Escape Rating A+: Audition for the Fox is a marvelous contradiction in terms on a number of levels. It is, absolutely, a fantasy. It’s a fantasy in the same way that Nghi Vo’s Singing Hills Cycle is a fantasy, in that it feels like it’s a myth or a fairy tale being retold, but it’s not a retelling but something entirely new.

(It’s also excellent in the same way, so if you like Singing Hills you’ll probably like Audition as well.)

Very much on the author’s sneaky other hand, this is also a time travel story. It’s just that neither Nesi’s present nor the past she’s thrown into are worlds we know. And her time travel is facilitated by a deity. Or she’s drop-kicked into the past by a deity who doesn’t bother to give her a soft landing. Her introduction to the past is rough and it just gets rougher as it goes until she figures out what she’s supposed to do and how SHE can get it done.
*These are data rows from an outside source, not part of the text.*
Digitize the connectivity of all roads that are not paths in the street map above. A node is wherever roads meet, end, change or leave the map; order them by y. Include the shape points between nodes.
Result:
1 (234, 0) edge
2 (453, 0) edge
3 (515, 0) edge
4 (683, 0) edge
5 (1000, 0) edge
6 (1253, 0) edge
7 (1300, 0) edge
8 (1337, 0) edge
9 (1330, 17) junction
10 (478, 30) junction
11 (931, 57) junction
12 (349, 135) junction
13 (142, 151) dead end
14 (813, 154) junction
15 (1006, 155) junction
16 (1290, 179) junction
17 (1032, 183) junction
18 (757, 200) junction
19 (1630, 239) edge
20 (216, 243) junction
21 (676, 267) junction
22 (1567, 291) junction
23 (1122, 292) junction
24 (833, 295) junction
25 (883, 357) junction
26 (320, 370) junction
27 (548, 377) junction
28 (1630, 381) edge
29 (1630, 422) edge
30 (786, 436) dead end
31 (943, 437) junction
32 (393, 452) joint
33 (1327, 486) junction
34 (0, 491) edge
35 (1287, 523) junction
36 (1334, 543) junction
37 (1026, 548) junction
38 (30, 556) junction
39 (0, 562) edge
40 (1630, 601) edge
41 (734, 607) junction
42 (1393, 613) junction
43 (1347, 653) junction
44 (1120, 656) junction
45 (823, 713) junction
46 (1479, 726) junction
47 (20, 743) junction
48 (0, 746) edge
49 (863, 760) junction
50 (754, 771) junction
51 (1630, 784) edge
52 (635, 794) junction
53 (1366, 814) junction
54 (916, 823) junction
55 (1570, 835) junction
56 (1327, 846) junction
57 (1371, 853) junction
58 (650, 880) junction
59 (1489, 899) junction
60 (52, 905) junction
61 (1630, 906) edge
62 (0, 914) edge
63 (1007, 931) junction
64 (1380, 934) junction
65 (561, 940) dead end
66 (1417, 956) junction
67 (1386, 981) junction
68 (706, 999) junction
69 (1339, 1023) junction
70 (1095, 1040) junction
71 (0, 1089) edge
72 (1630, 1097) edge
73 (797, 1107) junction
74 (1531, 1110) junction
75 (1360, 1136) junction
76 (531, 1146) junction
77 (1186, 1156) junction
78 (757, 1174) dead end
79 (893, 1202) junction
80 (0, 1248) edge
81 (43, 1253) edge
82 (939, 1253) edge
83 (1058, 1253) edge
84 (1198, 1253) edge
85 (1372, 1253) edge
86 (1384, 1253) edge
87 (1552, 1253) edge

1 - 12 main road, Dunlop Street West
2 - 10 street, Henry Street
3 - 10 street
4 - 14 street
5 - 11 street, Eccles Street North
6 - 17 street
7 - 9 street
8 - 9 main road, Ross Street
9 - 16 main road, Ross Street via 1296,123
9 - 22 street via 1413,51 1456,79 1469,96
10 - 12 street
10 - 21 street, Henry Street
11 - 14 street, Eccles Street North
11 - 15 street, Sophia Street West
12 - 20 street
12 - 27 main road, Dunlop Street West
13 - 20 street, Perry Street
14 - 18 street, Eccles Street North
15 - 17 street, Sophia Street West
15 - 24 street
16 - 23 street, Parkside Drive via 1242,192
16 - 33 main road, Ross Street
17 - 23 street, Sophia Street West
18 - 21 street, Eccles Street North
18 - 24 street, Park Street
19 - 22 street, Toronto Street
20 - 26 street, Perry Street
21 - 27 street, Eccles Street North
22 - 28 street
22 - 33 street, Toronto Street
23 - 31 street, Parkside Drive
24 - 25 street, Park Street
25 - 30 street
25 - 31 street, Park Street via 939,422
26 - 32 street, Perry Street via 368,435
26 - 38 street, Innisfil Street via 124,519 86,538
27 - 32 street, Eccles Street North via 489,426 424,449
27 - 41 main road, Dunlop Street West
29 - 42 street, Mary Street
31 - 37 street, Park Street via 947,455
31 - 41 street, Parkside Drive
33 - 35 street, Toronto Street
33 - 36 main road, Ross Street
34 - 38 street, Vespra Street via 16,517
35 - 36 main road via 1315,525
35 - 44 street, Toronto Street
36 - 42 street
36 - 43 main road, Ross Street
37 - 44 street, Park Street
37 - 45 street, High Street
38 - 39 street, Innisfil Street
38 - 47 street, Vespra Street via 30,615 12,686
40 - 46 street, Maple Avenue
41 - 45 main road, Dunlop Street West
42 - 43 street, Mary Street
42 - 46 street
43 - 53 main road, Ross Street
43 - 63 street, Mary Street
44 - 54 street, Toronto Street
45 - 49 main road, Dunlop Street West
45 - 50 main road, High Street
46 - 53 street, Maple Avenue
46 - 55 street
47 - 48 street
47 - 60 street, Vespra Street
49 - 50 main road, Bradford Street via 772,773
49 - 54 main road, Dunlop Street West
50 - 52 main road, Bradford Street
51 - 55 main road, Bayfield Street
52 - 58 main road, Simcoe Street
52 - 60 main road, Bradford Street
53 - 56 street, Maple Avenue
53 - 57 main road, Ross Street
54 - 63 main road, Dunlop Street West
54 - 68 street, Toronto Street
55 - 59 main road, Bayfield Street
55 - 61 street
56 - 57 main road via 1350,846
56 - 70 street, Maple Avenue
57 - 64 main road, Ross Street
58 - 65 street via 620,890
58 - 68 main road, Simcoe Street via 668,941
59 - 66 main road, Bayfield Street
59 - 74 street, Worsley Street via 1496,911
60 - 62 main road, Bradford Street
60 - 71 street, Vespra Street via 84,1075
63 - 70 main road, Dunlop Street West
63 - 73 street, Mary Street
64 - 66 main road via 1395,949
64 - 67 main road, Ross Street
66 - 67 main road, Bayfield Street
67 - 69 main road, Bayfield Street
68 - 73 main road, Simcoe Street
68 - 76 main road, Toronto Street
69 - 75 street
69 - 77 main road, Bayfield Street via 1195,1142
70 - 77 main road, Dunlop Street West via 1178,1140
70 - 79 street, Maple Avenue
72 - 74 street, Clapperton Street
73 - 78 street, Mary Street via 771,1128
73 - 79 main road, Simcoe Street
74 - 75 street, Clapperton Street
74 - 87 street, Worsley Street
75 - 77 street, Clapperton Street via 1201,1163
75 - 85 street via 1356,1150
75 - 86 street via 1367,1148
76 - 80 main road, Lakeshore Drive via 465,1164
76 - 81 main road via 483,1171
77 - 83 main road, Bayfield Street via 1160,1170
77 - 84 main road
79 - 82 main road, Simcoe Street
From Nesi’s perspective, she’s caught in a predestination paradox. Or it should be. In her past, it’s already happened, therefore she must have done it. But what if she doesn’t figure it out after all, even though she knows she did? It feels like there will be real, and really world-shattering, consequences if she fails. And she could.

This facet of the story definitely speaks to now. While we think of history as being settled, the fact is that ‘accepted’ history doesn’t have to be all that close to ‘what really happened’ and there are always powerful forces determined to erase or re-write that history to further their own agendas. After all, history is written – and rewritten, by the victors.

Howsomever, another big part of this story, is that this is Nesi’s coming of age story. Or at least a coming into herself and her power story. She starts out in someplace, some time and some situation that is literally hell. And she has to put herself through that hell over and over again until she figures out a better way – and not a way that she can completely undertake herself.

She has to learn that she’s there to be the spark, to be the catalyst, and not necessarily to be the hero that gets sung about in the tales afterwards. She’s there to empower, not to be the power herself, and that’s a hard lesson to learn.

But the more she gets involved with the lives of people in the past, the more she has to lose – in both timeframes – to the point where she can’t choose between them. And we feel for her dilemma even as the choice is rightfully taken from her.

This is a story that definitely turned out to be bigger than either its length or the sum of its parts. And this reader wouldn’t mind AT ALL if this turned out to be merely the first of Nesi’s many adventures – or if it merely (for certain large definitions of merely – turned out to be the first of this author’s forays into fiction a bit longer than his previous short stories.